Thanks for the rebuttal and it helps clarifies things. great paper.

评论

We greatly appreciate Reviewer 9hVp's positive feedback. Your encouragement and constructive engagement throughout this process have been invaluable in helping us improve our work. Thank you for your thoughtful comments.

审稿意见
6

The paper investigates the generalization mechanisms of Kolmogorov-Arnold Networks (KANs), and, building on this understanding, introduces LipKANs that is more efficient owing to lower model complexity and yields better generalization. For the methodology, they derive a uniform high-probability generalization bound and introduce the concept off Lipschitz complexity accordingly. It is shown that the generalization bound with high probability for KANs is proportional to the Lipschitz complexity proposed. Lipschitz complexity is then regarded as a measure of structural complexity of a KAN model. LipKANs leverages this insights by encouraging the training process to be favor low-complexity models, replacing the conventional L1-regularized loss with the proposed Lipschitz complexity. Through extensive experiments, it demonstrates enhanced generalization performance compared to other variants of KAN and highlights the critical role of the Lipschitz through ablation study.

优缺点分析

Strength:

  1. Technically Solid Methodology: The paper is technically rigorous, offering a comprehensive and logical flow that articulates the significance of generalization bounds in deep learning. The authors clearly identify the gap in understanding the generalization behavior of Kolmogorov-Arnold Networks (KANs), then systematically derive a high-probability generalization bound for KANs. The rationale for introducing Lipschitz complexity as a meaningful measure of model complexity is convincingly argued, connecting the theoretical analysis to practical implications.
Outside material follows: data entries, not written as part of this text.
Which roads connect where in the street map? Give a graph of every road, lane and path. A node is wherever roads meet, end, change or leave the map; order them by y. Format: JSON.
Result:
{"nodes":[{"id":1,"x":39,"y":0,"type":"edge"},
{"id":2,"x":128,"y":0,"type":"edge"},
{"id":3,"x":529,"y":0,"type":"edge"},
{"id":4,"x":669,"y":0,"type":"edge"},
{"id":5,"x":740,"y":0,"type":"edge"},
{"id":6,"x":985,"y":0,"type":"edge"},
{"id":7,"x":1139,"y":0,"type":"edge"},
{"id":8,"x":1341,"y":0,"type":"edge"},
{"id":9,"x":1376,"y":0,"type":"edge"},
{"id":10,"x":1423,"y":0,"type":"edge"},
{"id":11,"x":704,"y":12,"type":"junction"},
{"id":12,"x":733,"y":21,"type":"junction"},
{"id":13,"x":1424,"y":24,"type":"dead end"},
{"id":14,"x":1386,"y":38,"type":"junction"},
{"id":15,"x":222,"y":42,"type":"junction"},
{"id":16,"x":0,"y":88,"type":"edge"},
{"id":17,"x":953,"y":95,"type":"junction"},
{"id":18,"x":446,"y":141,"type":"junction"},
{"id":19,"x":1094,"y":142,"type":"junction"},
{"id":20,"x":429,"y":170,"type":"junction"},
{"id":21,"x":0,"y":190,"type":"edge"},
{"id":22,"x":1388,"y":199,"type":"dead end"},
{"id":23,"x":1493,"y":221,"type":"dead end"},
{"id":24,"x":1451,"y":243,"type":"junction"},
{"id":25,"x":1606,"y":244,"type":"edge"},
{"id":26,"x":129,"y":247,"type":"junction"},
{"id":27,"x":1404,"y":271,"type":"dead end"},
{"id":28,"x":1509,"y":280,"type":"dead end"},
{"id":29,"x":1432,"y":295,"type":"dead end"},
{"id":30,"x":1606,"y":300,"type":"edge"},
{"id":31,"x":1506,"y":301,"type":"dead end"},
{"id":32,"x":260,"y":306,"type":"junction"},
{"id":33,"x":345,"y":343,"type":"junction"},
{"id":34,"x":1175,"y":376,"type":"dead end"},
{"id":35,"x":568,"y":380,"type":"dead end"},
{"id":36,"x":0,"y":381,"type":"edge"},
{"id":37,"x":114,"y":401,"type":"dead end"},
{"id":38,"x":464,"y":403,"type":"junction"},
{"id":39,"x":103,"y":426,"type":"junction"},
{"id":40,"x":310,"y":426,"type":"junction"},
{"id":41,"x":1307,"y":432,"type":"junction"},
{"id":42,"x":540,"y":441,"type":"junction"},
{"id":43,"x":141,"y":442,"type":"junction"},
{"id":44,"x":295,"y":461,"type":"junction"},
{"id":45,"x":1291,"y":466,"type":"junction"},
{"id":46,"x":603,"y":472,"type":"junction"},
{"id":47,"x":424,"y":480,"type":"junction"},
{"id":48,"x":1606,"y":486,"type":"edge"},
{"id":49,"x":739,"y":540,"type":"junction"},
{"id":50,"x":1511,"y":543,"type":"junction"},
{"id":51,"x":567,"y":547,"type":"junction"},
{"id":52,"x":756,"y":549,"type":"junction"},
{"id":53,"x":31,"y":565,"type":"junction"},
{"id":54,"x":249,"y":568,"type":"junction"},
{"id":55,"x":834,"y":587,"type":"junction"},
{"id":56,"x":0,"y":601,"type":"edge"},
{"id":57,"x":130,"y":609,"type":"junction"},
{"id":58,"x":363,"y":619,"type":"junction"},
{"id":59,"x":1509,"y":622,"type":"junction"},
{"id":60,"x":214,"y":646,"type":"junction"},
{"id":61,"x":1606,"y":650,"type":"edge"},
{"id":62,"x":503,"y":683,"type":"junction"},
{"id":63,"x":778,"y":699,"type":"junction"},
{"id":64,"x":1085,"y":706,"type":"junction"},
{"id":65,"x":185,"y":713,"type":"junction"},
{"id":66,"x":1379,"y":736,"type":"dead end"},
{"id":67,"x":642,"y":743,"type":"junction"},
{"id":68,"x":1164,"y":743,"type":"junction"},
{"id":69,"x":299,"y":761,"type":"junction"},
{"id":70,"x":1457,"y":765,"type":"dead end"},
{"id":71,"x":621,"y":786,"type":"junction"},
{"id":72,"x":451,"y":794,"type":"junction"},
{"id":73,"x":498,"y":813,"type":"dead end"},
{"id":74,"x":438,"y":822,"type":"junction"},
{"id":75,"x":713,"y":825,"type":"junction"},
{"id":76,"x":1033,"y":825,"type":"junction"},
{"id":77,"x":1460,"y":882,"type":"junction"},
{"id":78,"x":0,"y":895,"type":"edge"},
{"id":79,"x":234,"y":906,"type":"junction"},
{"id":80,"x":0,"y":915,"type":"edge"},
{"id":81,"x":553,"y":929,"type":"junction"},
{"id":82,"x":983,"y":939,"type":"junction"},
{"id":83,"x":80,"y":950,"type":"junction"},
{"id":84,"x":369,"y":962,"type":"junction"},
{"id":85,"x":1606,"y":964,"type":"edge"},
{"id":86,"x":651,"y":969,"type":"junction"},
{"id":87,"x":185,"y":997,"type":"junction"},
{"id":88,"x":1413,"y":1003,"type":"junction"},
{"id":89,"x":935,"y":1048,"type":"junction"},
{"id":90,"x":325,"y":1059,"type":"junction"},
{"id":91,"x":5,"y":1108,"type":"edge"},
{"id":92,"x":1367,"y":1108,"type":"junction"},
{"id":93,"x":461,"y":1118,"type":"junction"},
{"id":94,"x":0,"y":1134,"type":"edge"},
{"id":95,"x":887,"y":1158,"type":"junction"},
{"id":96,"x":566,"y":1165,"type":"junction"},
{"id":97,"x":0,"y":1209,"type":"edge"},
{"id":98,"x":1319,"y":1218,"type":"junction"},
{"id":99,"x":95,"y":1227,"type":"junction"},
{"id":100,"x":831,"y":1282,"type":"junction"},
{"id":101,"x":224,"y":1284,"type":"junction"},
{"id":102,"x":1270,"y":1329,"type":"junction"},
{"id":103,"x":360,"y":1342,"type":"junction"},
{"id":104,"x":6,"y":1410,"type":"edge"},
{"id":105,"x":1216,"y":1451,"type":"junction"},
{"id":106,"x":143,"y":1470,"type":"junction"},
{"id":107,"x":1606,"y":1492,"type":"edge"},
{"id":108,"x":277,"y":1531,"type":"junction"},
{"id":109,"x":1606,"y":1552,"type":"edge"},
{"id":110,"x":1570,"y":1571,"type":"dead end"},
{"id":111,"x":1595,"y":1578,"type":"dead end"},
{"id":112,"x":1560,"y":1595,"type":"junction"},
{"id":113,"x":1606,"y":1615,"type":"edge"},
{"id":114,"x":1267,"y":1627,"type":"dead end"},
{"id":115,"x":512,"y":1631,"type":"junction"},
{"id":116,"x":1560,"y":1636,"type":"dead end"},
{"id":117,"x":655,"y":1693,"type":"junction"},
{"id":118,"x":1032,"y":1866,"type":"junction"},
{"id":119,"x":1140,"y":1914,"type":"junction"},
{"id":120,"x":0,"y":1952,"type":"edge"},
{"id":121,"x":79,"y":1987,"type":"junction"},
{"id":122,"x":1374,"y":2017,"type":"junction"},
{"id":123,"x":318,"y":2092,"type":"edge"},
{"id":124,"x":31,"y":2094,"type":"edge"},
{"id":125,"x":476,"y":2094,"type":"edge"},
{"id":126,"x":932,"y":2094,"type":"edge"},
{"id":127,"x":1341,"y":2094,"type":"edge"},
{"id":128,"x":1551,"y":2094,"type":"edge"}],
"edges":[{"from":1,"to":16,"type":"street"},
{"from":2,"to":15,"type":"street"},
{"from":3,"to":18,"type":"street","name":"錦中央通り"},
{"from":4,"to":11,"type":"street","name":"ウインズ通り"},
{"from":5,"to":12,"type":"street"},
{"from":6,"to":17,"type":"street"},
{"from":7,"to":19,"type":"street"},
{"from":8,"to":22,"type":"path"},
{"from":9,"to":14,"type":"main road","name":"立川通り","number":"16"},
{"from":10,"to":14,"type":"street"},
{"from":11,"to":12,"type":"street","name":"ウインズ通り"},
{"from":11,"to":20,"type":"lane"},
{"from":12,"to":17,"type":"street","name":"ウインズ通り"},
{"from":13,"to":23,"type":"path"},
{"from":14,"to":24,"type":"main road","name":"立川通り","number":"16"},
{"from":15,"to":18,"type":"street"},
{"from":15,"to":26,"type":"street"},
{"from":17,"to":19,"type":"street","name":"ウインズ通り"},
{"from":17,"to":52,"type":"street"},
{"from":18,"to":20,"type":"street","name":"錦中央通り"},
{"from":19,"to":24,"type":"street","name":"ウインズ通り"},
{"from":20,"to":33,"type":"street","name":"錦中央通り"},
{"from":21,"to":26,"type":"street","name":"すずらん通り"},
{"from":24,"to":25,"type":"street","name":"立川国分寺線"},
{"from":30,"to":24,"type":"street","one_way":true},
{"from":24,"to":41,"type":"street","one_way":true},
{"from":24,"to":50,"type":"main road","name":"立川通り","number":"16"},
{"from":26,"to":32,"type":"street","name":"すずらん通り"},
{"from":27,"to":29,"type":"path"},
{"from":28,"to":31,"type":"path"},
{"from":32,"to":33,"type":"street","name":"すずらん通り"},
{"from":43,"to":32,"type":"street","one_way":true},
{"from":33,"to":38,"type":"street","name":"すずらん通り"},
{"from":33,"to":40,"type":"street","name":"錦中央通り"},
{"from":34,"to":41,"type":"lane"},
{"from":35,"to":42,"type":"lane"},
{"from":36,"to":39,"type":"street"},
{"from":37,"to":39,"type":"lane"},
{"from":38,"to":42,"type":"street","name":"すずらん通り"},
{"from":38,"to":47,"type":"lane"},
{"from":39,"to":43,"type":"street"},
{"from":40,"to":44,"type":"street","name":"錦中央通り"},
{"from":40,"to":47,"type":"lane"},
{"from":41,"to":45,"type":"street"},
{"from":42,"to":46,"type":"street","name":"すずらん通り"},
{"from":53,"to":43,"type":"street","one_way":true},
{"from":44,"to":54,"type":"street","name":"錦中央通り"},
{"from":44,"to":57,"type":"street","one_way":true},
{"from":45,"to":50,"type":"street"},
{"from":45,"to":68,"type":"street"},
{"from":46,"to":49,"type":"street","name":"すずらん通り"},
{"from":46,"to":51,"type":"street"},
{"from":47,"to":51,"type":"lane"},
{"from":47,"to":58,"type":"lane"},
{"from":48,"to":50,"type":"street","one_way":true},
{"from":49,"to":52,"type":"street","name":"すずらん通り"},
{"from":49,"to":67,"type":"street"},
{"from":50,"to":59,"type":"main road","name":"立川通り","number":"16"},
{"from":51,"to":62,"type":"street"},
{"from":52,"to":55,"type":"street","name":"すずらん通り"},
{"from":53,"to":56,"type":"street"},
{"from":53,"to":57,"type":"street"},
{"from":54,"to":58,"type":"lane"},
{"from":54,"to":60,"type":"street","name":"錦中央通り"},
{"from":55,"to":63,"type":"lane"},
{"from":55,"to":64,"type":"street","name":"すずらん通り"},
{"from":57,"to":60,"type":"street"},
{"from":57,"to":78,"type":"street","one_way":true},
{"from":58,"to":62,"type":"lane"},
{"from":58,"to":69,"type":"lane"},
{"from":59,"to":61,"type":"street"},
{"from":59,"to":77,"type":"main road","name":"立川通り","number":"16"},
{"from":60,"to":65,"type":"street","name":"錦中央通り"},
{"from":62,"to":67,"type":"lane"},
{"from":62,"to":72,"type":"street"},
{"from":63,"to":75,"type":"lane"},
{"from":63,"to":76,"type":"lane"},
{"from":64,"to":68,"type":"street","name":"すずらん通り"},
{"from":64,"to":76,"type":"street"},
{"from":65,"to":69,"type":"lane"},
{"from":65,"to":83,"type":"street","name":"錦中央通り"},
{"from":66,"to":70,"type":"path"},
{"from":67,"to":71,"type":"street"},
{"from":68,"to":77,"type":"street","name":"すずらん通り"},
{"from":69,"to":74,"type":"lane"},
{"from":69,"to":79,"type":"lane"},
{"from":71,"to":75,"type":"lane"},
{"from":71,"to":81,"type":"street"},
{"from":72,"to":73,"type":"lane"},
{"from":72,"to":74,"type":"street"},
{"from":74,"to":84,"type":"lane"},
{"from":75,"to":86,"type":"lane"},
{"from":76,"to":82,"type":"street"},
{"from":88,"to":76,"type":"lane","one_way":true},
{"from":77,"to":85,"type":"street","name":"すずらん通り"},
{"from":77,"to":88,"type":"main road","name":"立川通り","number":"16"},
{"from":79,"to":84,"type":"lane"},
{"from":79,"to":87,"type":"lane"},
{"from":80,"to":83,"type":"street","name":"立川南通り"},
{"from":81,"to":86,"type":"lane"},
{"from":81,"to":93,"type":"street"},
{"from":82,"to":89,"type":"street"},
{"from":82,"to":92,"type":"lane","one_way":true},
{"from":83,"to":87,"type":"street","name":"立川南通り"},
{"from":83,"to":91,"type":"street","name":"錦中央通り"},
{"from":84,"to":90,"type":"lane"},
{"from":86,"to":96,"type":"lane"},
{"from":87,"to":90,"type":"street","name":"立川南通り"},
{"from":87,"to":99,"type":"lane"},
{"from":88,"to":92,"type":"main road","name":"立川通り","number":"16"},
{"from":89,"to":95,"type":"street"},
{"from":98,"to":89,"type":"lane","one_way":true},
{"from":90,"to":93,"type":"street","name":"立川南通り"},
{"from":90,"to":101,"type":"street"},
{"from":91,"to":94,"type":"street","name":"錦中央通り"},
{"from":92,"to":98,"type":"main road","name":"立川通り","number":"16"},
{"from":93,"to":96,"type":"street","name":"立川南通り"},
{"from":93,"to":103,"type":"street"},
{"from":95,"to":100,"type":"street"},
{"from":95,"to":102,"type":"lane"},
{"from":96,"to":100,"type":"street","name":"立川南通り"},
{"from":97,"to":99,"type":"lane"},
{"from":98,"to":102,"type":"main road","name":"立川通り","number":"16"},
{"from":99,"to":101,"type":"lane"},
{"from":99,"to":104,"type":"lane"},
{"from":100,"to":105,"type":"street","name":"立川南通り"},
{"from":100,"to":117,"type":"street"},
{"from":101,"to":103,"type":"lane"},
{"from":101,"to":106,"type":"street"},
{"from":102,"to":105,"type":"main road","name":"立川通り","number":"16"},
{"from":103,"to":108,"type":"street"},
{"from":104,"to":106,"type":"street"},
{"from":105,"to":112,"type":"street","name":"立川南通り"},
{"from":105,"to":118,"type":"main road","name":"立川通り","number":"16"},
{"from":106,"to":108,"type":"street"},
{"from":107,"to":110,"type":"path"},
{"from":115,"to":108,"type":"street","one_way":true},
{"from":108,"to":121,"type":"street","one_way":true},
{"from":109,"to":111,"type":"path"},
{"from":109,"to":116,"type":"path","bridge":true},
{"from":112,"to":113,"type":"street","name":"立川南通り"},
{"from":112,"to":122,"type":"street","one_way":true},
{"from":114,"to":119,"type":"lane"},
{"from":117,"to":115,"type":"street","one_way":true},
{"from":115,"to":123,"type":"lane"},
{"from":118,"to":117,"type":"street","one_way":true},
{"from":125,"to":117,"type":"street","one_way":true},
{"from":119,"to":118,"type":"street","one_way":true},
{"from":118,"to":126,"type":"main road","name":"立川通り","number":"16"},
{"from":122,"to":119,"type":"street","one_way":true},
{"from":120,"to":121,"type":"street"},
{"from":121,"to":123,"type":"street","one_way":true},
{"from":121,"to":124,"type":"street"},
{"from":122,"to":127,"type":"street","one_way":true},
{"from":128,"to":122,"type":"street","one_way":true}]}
  2. Well-Motivated Introduction of LipKANs: Building on the theoretical insights, the transition to proposing LipKANs is natural and well-justified. The authors make a strong case for why optimizing over Lipschitz complexity can lead to better generalization, and they effectively motivate the replacement of standard L1 regularization with their new complexity measure.

  3. Thorough and Consistent Experimental Validation: The experimental section is comprehensive, covering various benchmarks and scenarios. The results consistently demonstrate the superior performance of LipKANs compared to baseline models, and the ablation studies effectively highlight the crucial role of Lipschitz complexity in improving generalization.

  4. Clarity in Theoretical Development: Although detailed proofs are relegated to the appendix, the main paper offers clear explanations of the core ideas and proof techniques, allowing readers to understand the theoretical underpinnings without being bogged down in technicalities. This clarity strengthens the paper’s overall accessibility.

Weakness:

  1. Loose Generalization Bound: While the proposed generalization bound successfully captures key factors influencing KANs’ generalization, it does not exploit dependencies or relationships among different weight matrices. As a result, the bound can be quite loose. For instance, for two KAN models where each weight matrix has the same norm, the calculated complexity—and thus the bound—will be identical, regardless of the relative directions of the matrices. However, the actual Lipschitz constant, and thus the true generalization capability, can be significantly affected by these directional relationships. As a consequence, the proposed bound may fail to distinguish between models with genuinely different complexities, potentially affecting model selection.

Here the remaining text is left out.